I posted my entire code and a description of it in the article A Tic-Tac-Toe Game Engine.
I did this once, a long time ago. I don't know if I still have the code lying around...
Anyway, I created a function, return type int, which was the square in which the computer should place its piece (assuming 0 is top left and 8 is bottom right square). Yours uses a 2D array, so would be a little different.
Anyway, for each row, column and diagonal, check to see if any two pieces on that row belong to the player. If they don't, check for the same but belonging to the computer. On the first row that this is true, check the remaining piece - if it's available, put the piece there for the win. If you have a player-dominated row, check that you don't already have a piece there and stick it in to block.

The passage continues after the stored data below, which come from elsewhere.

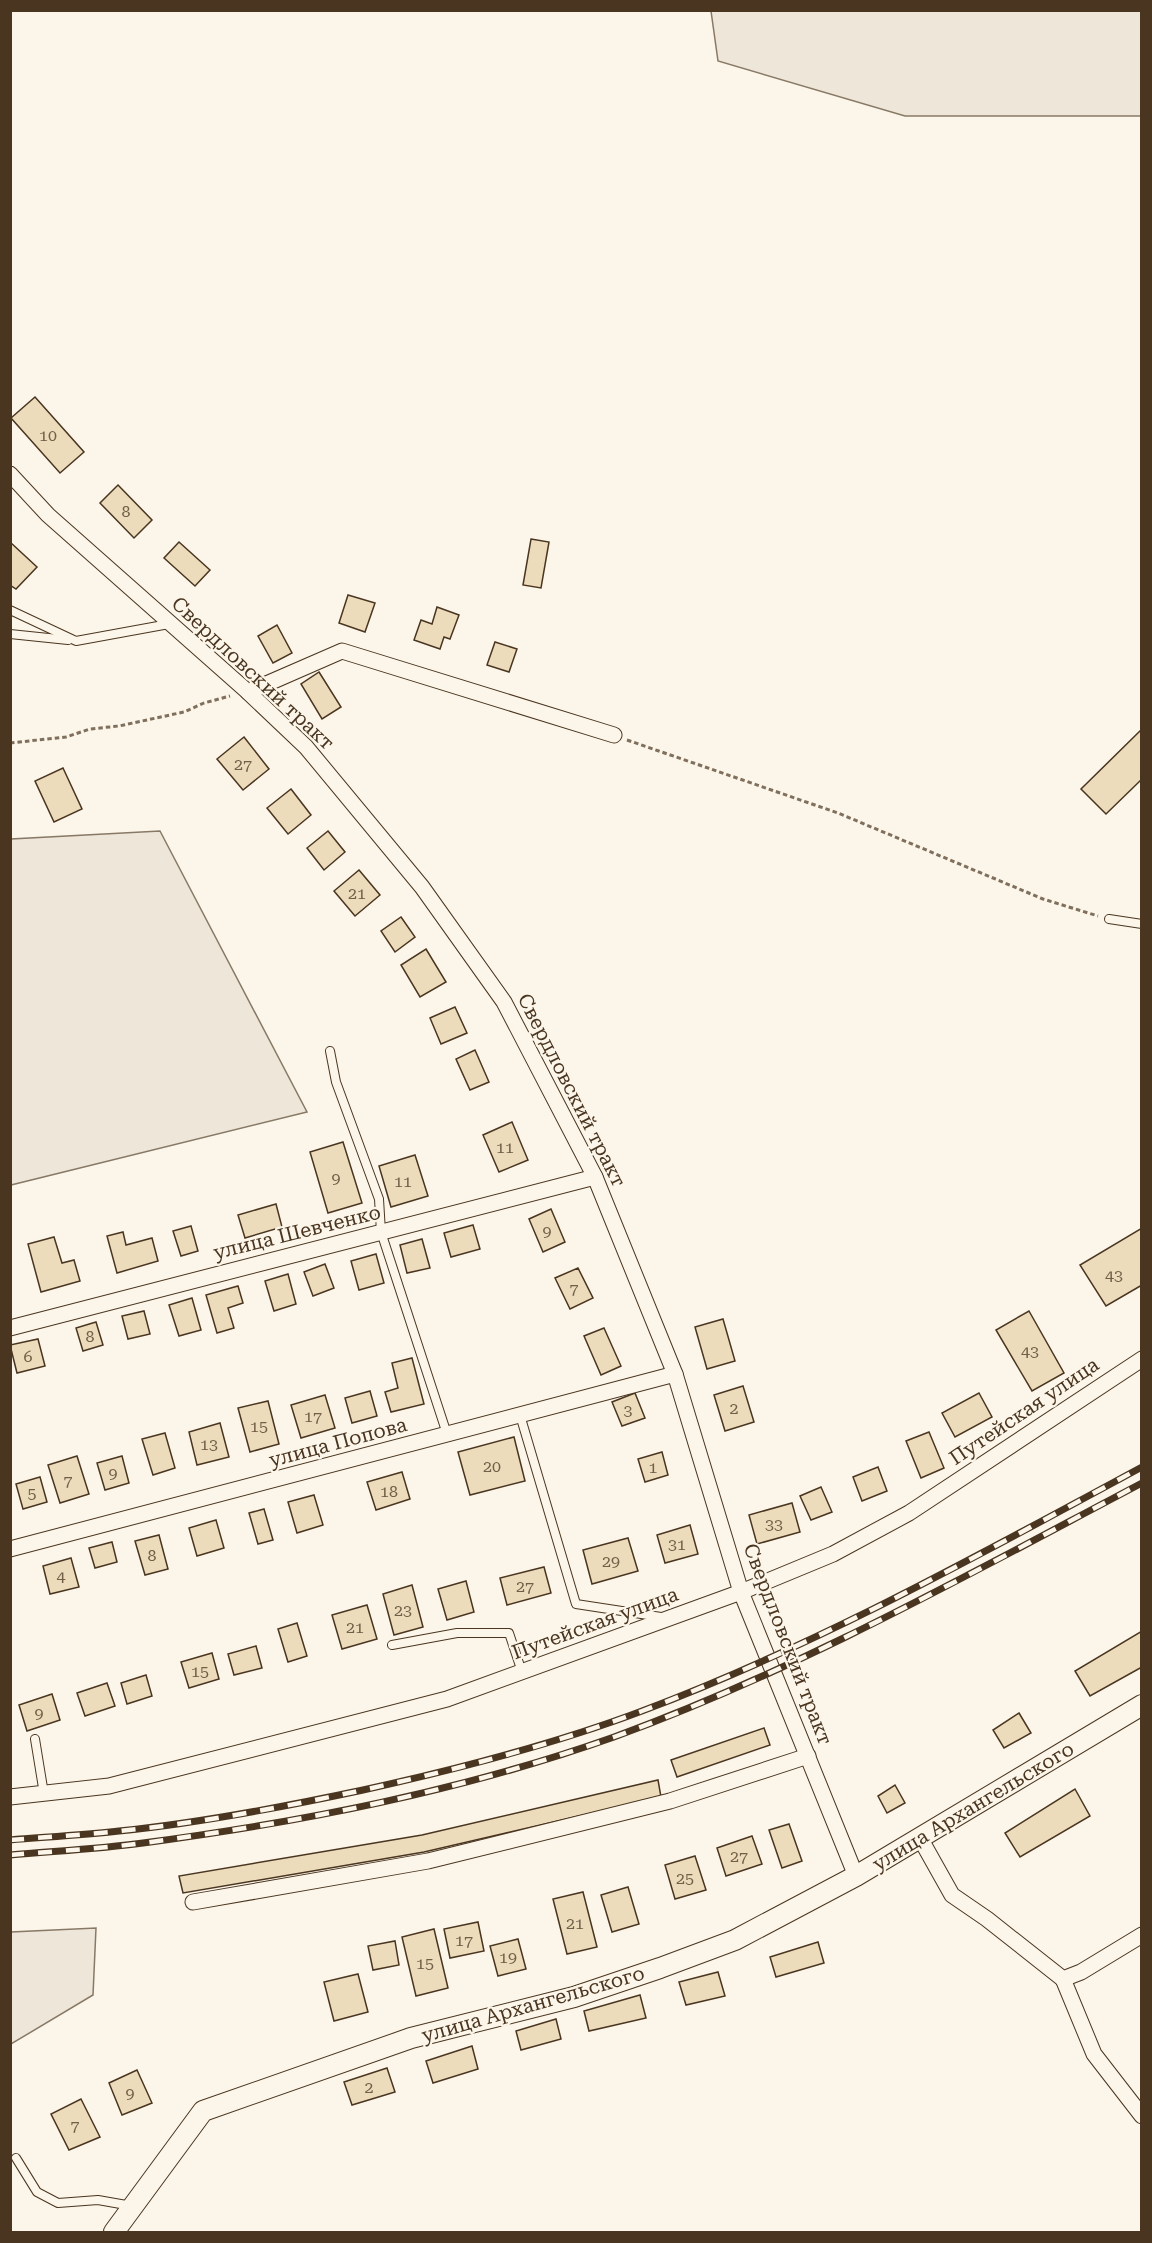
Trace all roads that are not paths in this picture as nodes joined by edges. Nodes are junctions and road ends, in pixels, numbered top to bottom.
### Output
1 (10, 474) edge
2 (10, 610) edge
3 (170, 623) junction
4 (10, 634) edge
5 (76, 641) junction
6 (248, 692) junction
7 (614, 735) road end
8 (1109, 920) road end
9 (1142, 924) edge
10 (330, 1051) dead end
11 (595, 1177) junction
12 (381, 1232) junction
13 (10, 1328) edge
14 (1142, 1359) edge
15 (675, 1374) junction
16 (520, 1415) junction
17 (447, 1434) junction
18 (10, 1549) edge
19 (741, 1592) junction
20 (669, 1618) junction
21 (392, 1645) dead end
22 (522, 1672) junction
23 (1142, 1705) edge
24 (34, 1739) dead end
25 (808, 1756) junction
26 (44, 1794) junction
27 (10, 1797) edge
28 (920, 1838) junction
29 (856, 1876) junction
30 (193, 1902) dead end
31 (1142, 1935) edge
32 (1063, 1978) junction
33 (1142, 2116) edge
34 (16, 2158) dead end
35 (133, 2207) junction
36 (114, 2232) edge

1 - 3 street, Свердловский тракт
2 - 5 lane
3 - 5 lane
3 - 6 street, Свердловский тракт
4 - 5 lane
6 - 7 street
6 - 11 street, Свердловский тракт
8 - 9 lane
10 - 12 lane
11 - 12 street, улица Шевченко
11 - 15 street, Свердловский тракт
12 - 13 street, улица Шевченко
12 - 17 lane
14 - 19 street, Путейская улица
15 - 16 street, улица Попова
15 - 19 street, Свердловский тракт
16 - 17 street, улица Попова
16 - 20 lane
17 - 18 street, улица Попова
19 - 20 street, Путейская улица
19 - 25 street, Свердловский тракт
20 - 22 street, Путейская улица
21 - 22 lane
22 - 26 street, Путейская улица
23 - 28 street, улица Архангельского
24 - 26 lane
25 - 29 street, Свердловский тракт
25 - 30 street
26 - 27 street, Путейская улица
28 - 29 street, улица Архангельского
28 - 32 street
29 - 35 street, улица Архангельского
31 - 32 street
32 - 33 street
34 - 35 lane
35 - 36 street, улица Архангельского

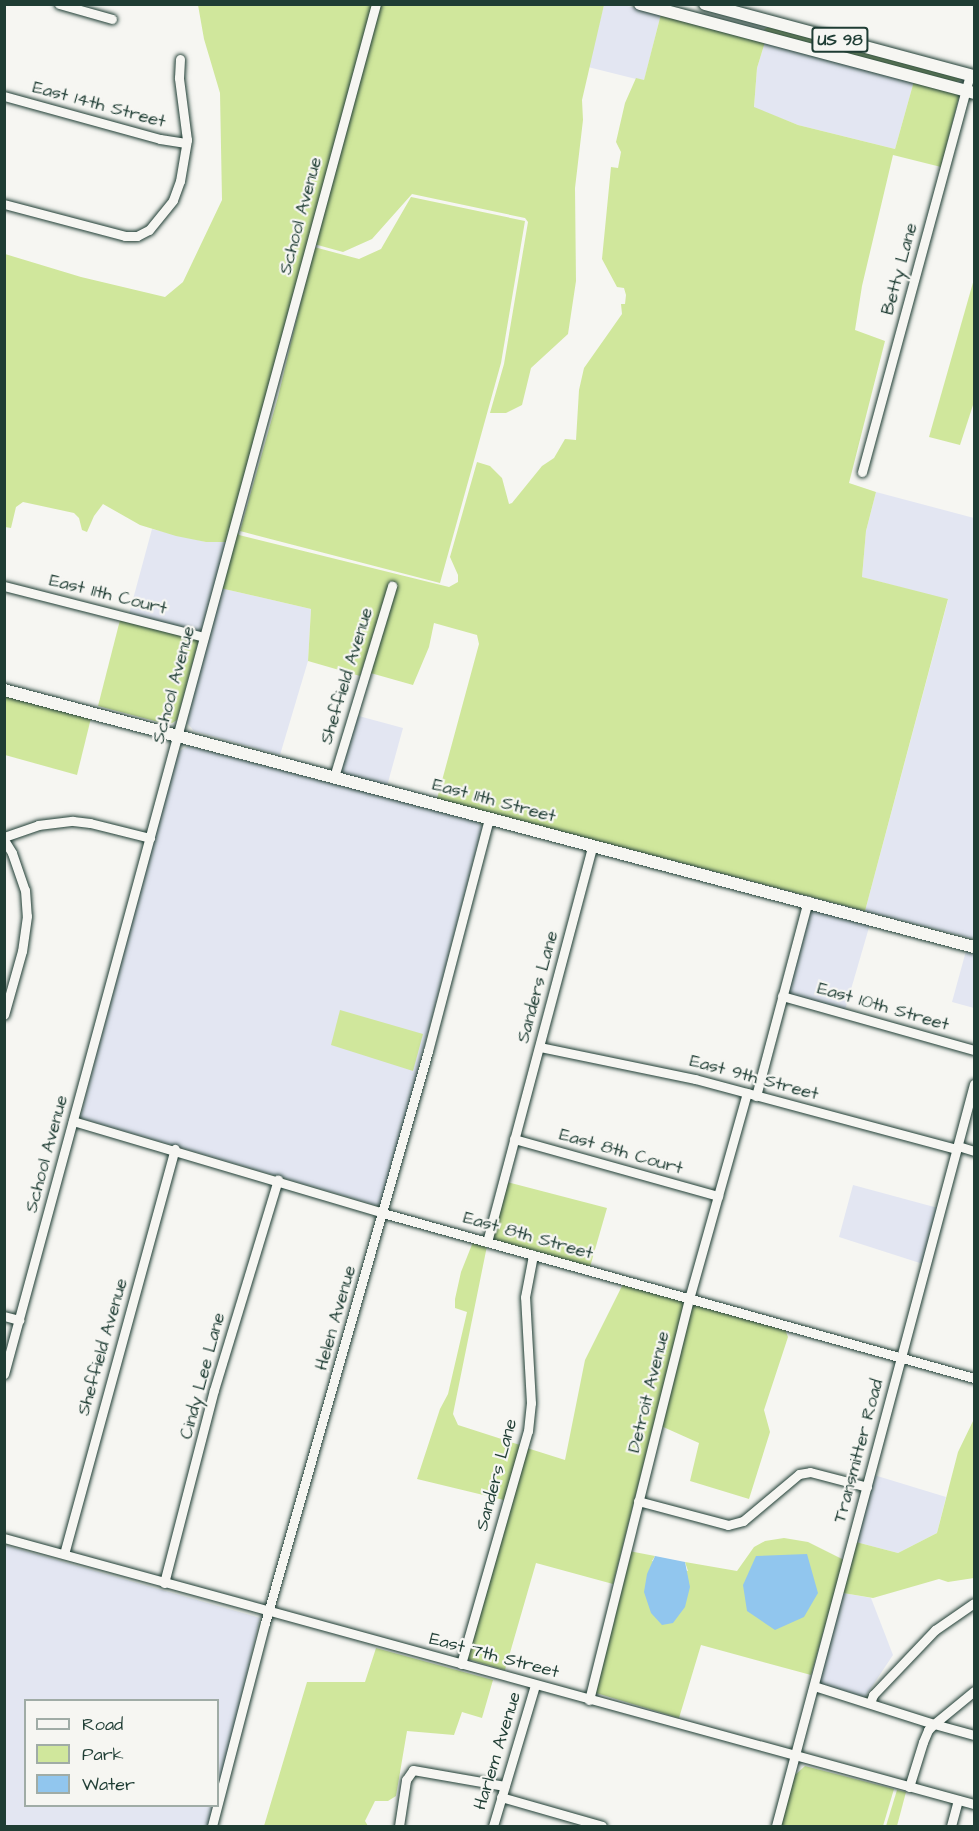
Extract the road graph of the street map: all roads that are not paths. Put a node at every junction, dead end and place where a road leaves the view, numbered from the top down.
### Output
1 (59, 4) edge
2 (376, 4) edge
3 (640, 4) edge
4 (705, 4) edge
5 (112, 19) dead end
6 (180, 59) dead end
7 (972, 75) edge
8 (970, 91) edge
9 (4, 96) edge
10 (186, 143) junction
11 (4, 204) edge
12 (862, 472) dead end
13 (4, 586) edge
14 (392, 586) dead end
15 (204, 637) junction
16 (4, 690) edge
17 (178, 734) junction
18 (334, 777) junction
19 (489, 819) junction
20 (150, 837) junction
21 (4, 838) edge
22 (593, 845) junction
23 (808, 901) junction
24 (975, 946) edge
25 (782, 996) junction
26 (4, 1015) edge
27 (540, 1047) junction
28 (975, 1050) edge
29 (975, 1084) edge
30 (751, 1095) junction
31 (73, 1121) junction
32 (514, 1139) junction
33 (957, 1148) junction
34 (176, 1149) junction
35 (975, 1151) edge
36 (278, 1180) junction
37 (718, 1196) junction
38 (383, 1213) junction
39 (487, 1242) junction
40 (533, 1255) junction
41 (689, 1299) junction
42 (4, 1316) edge
43 (19, 1320) junction
44 (901, 1358) junction
45 (4, 1374) edge
46 (975, 1378) edge
47 (867, 1487) junction
48 (638, 1501) junction
49 (4, 1538) edge
50 (64, 1554) junction
51 (164, 1582) junction
52 (975, 1602) edge
53 (270, 1611) junction
54 (460, 1664) junction
55 (535, 1685) junction
56 (814, 1686) junction
57 (975, 1691) edge
58 (589, 1700) junction
59 (870, 1703) junction
60 (934, 1724) junction
61 (975, 1735) edge
62 (795, 1756) junction
63 (505, 1786) junction
64 (909, 1787) junction
65 (501, 1797) junction
66 (958, 1800) junction
67 (219, 1801) edge
68 (975, 1804) edge
69 (217, 1807) edge
70 (212, 1827) edge
71 (399, 1827) edge
72 (493, 1827) edge
73 (602, 1827) edge
74 (776, 1827) edge
75 (951, 1827) edge

1 - 5 street
2 - 15 street, School Avenue
3 - 8 main road, US 98
4 - 7 main road, US 98
6 - 10 street
7 - 8 street, Betty Lane
8 - 12 street, Betty Lane
9 - 10 street, East 14th Street
10 - 11 street
13 - 15 street, East 11th Court
14 - 18 street, Sheffield Avenue
15 - 17 street, School Avenue
16 - 17 main road, East 11th Street
17 - 18 main road, East 11th Street
17 - 20 street, School Avenue
18 - 19 main road, East 11th Street
19 - 22 main road, East 11th Street
19 - 38 street, Helen Avenue
20 - 21 street
20 - 31 street, School Avenue
21 - 26 street
22 - 23 main road, East 11th Street
22 - 27 street, Sanders Lane
23 - 24 main road, East 11th Street
23 - 25 street, Detroit Avenue
25 - 28 street, East 10th Street
25 - 30 street, Detroit Avenue
27 - 30 street, East 9th Street
27 - 32 street, Sanders Lane
29 - 33 street, Transmitter Road
30 - 33 street, East 9th Street
30 - 37 street, Detroit Avenue
31 - 34 street, East 8th Street
31 - 43 street, School Avenue
32 - 37 street, East 8th Court
32 - 39 street, Sanders Lane
33 - 35 street, East 9th Street
33 - 44 street, Transmitter Road
34 - 36 street, East 8th Street
34 - 50 street, Sheffield Avenue
36 - 38 street, East 8th Street
36 - 51 street, Cindy Lee Lane
37 - 41 street, Detroit Avenue
38 - 39 street, East 8th Street
38 - 53 street, Helen Avenue
39 - 40 street, East 8th Street
40 - 41 street, East 8th Street
40 - 54 street, Sanders Lane
41 - 44 street, East 8th Street
41 - 48 street, Detroit Avenue
42 - 43 street
43 - 45 street, School Avenue
44 - 46 street, East 8th Street
44 - 47 street, Transmitter Road
47 - 48 street
47 - 56 street, Transmitter Road
48 - 58 street, Detroit Avenue
49 - 50 street, East 7th Street
50 - 51 street, East 7th Street
51 - 53 street, East 7th Street
52 - 59 street
53 - 54 street, East 7th Street
53 - 67 street, Helen Avenue
54 - 55 street, East 7th Street
55 - 58 street, East 7th Street
55 - 63 street, Harlem Avenue
56 - 59 street
56 - 62 street, Transmitter Road
57 - 60 street
58 - 62 street, East 7th Street
59 - 60 street
60 - 61 street
60 - 64 street
62 - 64 street, East 7th Street
62 - 74 street, Transmitter Road
63 - 65 street, Harlem Avenue
63 - 71 street
64 - 66 street, East 7th Street
65 - 72 street, Harlem Avenue
65 - 73 street
66 - 68 street, East 7th Street
66 - 75 street
69 - 70 street, Helen Avenue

const int PlayerPiece = 1;
const int CPiece = 2;
const int Empty = 0;
int board[3][3];
if(board[0][0] == PlayerPiece && board[0][1] == PlayerPiece && board [0][2] == Empty)
{
//Put_Your_Piece_In_[0][2]
}
You could then go on to changing it so that it could check each row i.e.
int numRows = 3;
for(int i = 0; i < numRows; i++)
{
if(board[i][0] == PlayerPiece && board[i][1] == PlayerPiece && board[i][2] == Empty)
{
//Put_Piece_In_[i][2]
}
}
Then, do the same for rows.
You could always consider that Tic-Tac-Toe is essentially just a magic square, described fairly well here: http://www.sciforums.com/showthread.php?134281-An-isomorphism-Tic-Tac-Toe-on-Magic-Square
There is a perfect strategy for Tic-Tac-Toe available on wikipedia. It is really simple. Due to the small size of the grid, the number of cases you need to test (eg test if there are 2 blocks in a row), are very small.